© JUNGE FREIHEIT Verlag GmbH & Co. www.jungefreiheit.de 49/04 26. November 2004

Ein Schlag ins Gesicht
von Alexander Griesbach

Es klingt nach einer großen Geste - ist aber nichts anderes als das Einknicken vor dem diplomatischen Druck der USA: Die Gläubigerländer des Irak erleichtern dem kriegszerstörten Land den Neustart. Sie verabredeten letzte Woche einen Erlaß der irakischen Auslandsschulden von bis zu 80 Prozent in drei Stufen. Allein Deutschland schuldet der Irak ohne Zinsen rund 6,2 Milliarden Dollar. Fünf Milliarden sollen nun abgeschrieben werden - trotz leerer Kassen. Die deutsche Bauindustrie, die davon massiv betroffen ist, schließt eine Klage nicht aus. "Von wirtschaftlichen Erwägungen kann hier nicht mehr die Rede sein. Dieser Beschluß ist politisch motiviert - und die deutsche Bauindustrie zahlt die Zeche!" kritisierte Michael Knipper vom Hauptverband der deutschen Bauindustrie.
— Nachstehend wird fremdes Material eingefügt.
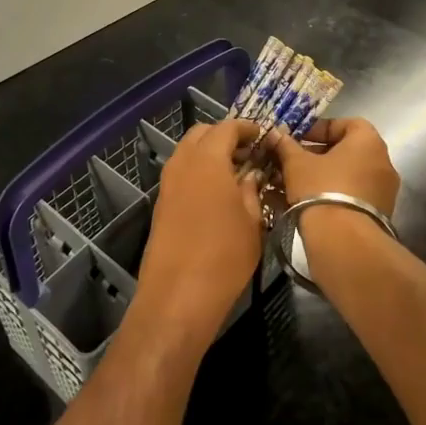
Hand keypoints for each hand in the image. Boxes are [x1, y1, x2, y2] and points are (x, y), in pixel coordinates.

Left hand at [131, 119, 262, 354]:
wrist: (177, 296)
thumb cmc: (224, 256)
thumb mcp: (252, 221)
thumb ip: (252, 190)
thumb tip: (250, 174)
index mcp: (207, 160)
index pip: (226, 127)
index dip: (247, 128)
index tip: (264, 136)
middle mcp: (182, 163)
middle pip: (201, 134)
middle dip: (225, 136)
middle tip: (249, 153)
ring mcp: (167, 183)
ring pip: (188, 152)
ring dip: (210, 154)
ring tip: (237, 173)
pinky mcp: (161, 204)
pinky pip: (181, 173)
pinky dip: (199, 171)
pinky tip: (218, 193)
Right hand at [270, 118, 400, 245]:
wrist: (343, 241)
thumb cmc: (321, 189)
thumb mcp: (296, 163)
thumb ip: (286, 145)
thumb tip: (275, 133)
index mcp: (368, 141)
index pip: (345, 123)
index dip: (319, 128)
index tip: (298, 138)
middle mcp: (383, 162)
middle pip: (347, 150)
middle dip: (318, 154)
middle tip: (294, 161)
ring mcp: (385, 191)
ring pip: (350, 175)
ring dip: (324, 176)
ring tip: (297, 184)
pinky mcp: (380, 214)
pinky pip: (354, 196)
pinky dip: (334, 195)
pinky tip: (310, 203)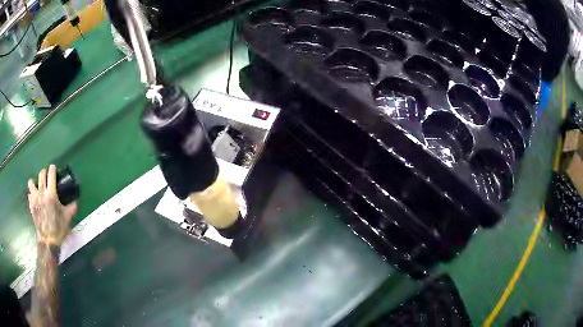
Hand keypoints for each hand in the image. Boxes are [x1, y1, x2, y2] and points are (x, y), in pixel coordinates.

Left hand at [28, 165, 76, 246]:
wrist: (48, 240)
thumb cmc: (58, 228)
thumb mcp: (67, 218)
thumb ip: (71, 208)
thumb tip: (76, 203)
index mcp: (51, 194)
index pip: (51, 174)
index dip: (52, 169)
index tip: (54, 168)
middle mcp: (42, 193)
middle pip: (41, 175)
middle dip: (44, 172)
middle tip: (46, 175)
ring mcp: (35, 199)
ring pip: (31, 183)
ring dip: (34, 182)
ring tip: (37, 186)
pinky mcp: (31, 205)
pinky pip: (29, 195)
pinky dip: (31, 194)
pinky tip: (34, 198)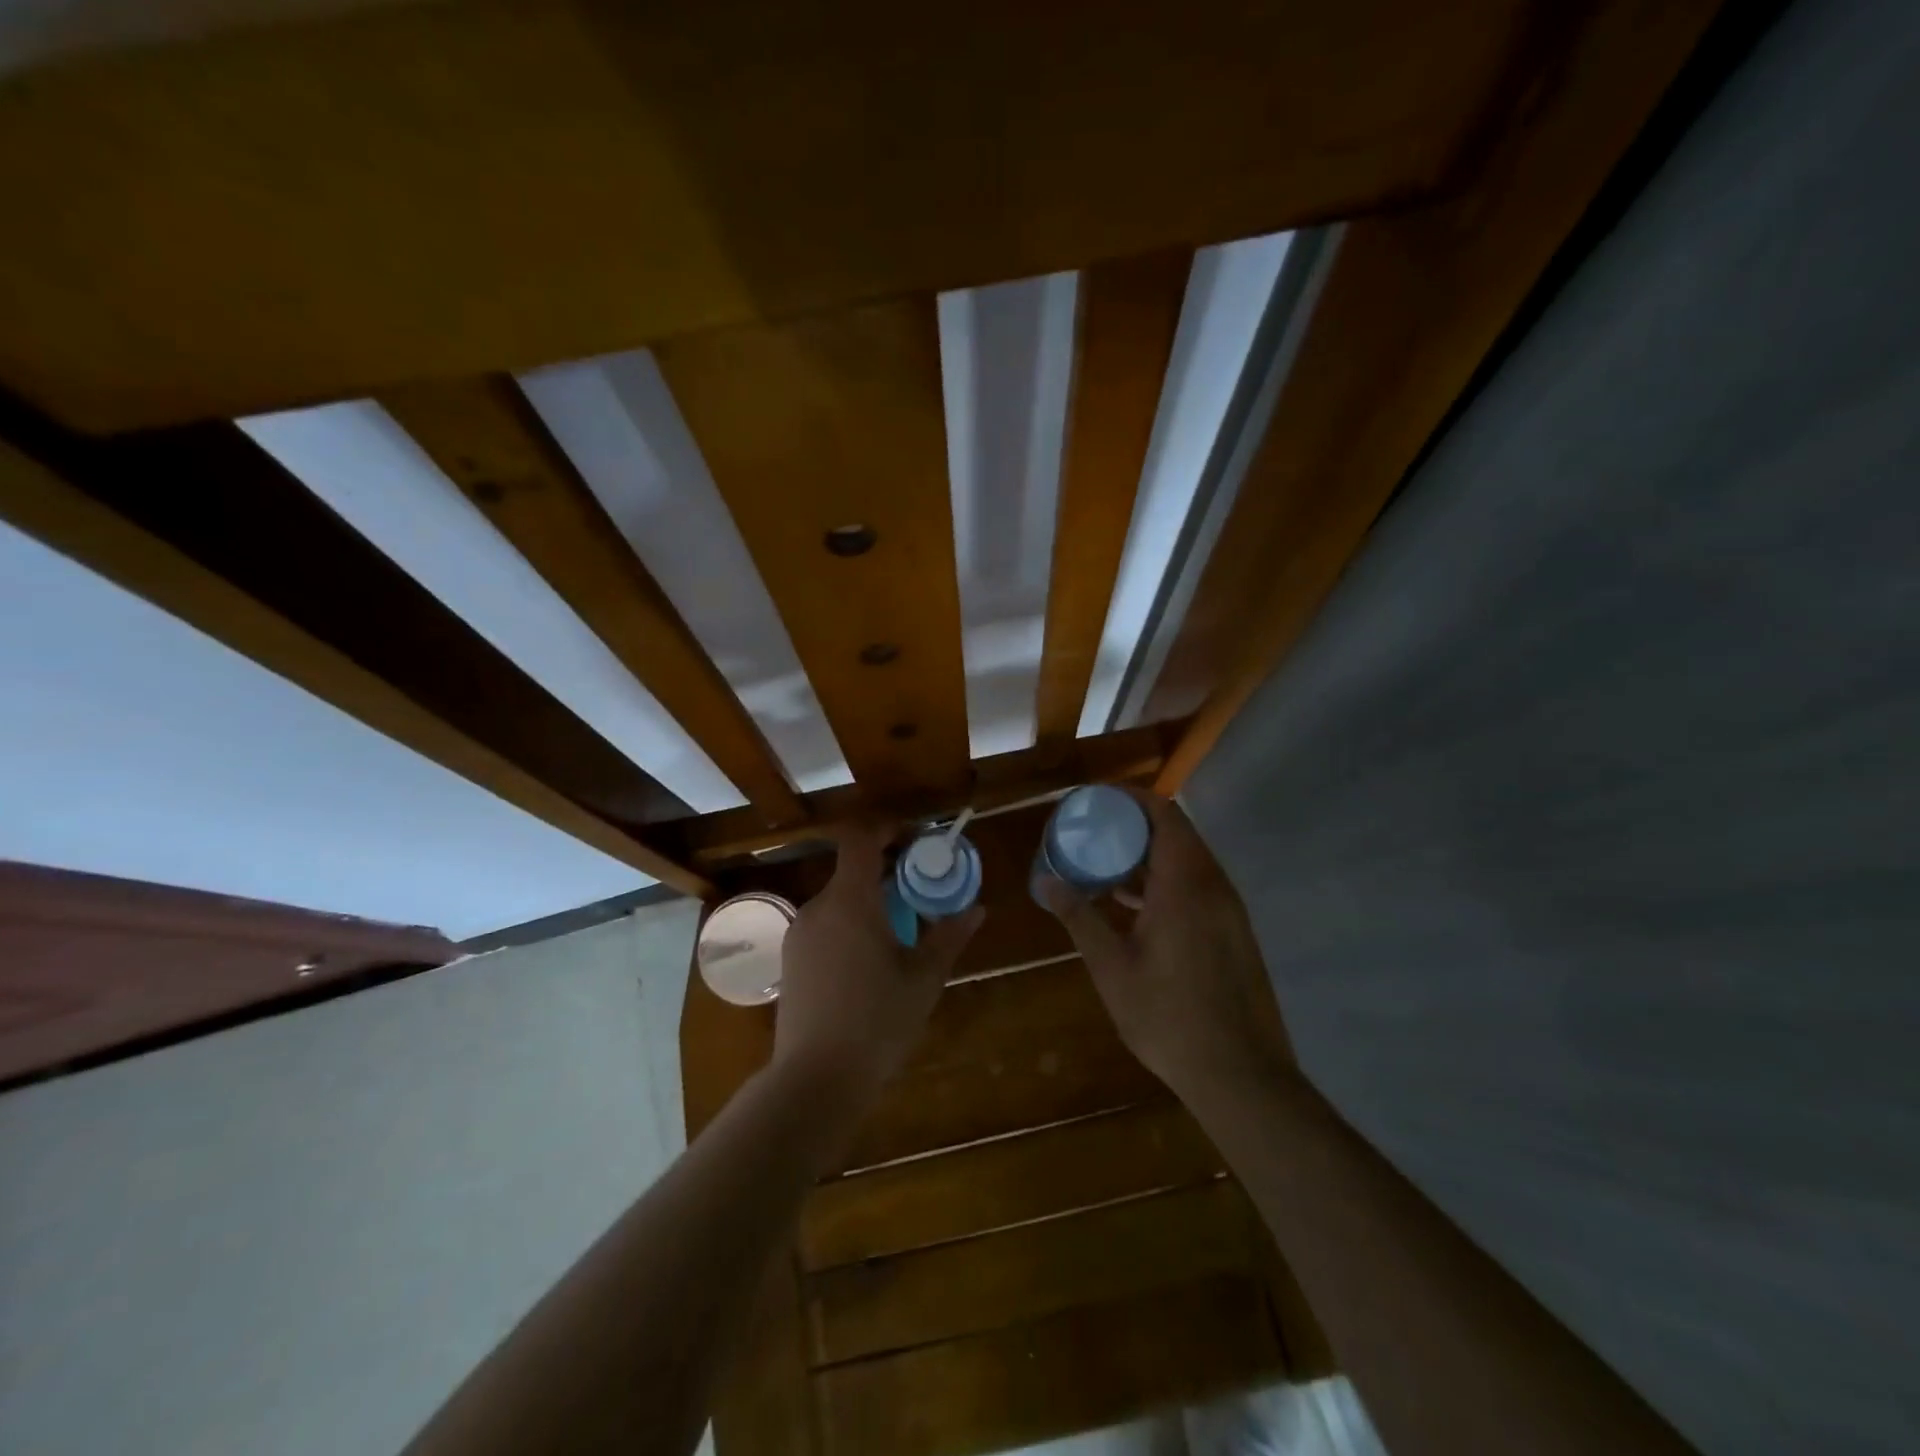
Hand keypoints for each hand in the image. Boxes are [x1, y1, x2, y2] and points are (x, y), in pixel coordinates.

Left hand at [774, 824, 983, 1100]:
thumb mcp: (924, 978)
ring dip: (868, 901)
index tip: (915, 840)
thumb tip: (976, 909)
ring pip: (838, 900)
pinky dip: (849, 925)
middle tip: (920, 890)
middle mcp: (818, 907)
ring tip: (899, 930)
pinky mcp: (790, 960)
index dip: (886, 829)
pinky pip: (825, 925)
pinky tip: (870, 961)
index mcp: (850, 900)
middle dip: (886, 871)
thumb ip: (949, 937)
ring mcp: (799, 934)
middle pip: (851, 870)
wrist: (815, 1079)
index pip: (859, 838)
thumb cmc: (877, 1021)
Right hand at [1039, 793, 1292, 1104]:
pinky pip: (1198, 886)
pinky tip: (1135, 907)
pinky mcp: (1233, 931)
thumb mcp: (1112, 966)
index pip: (1163, 814)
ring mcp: (1228, 909)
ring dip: (1150, 856)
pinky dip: (1166, 881)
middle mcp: (1213, 885)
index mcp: (1184, 883)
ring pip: (1188, 861)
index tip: (1096, 800)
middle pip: (1176, 833)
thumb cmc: (1168, 1016)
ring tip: (1106, 866)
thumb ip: (1079, 917)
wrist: (1240, 1074)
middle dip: (1134, 825)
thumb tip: (1044, 881)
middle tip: (1093, 832)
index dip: (1130, 798)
Gleichzeitig wurden laut US-Verteidigungsministerium insgesamt 26 Großprojekte im Wert von 18,6 Milliarden Dollar ausgeschrieben. Die Aufträge sollen Unternehmen aus denjenigen Staaten vorbehalten bleiben, die sich mit den USA in die "Koalition der Willigen" eingereiht haben. Ein Vorgang, der aus deutscher Sicht einen Schlag ins Gesicht darstellt. Er kann als Musterbeispiel für die Art und Weise, wie die Bundesregierung deutsche Interessen wahrnimmt (oder besser: nicht wahrnimmt), angesehen werden. Was hätte Schröder, Eichel oder Fischer daran hindern können, den Verzicht auf die Rückzahlung der irakischen Auslandsschulden mit der Forderung zu verbinden, daß deutsche Unternehmen beispielsweise bei der Auftragsvergabe für diese Projekte berücksichtigt werden?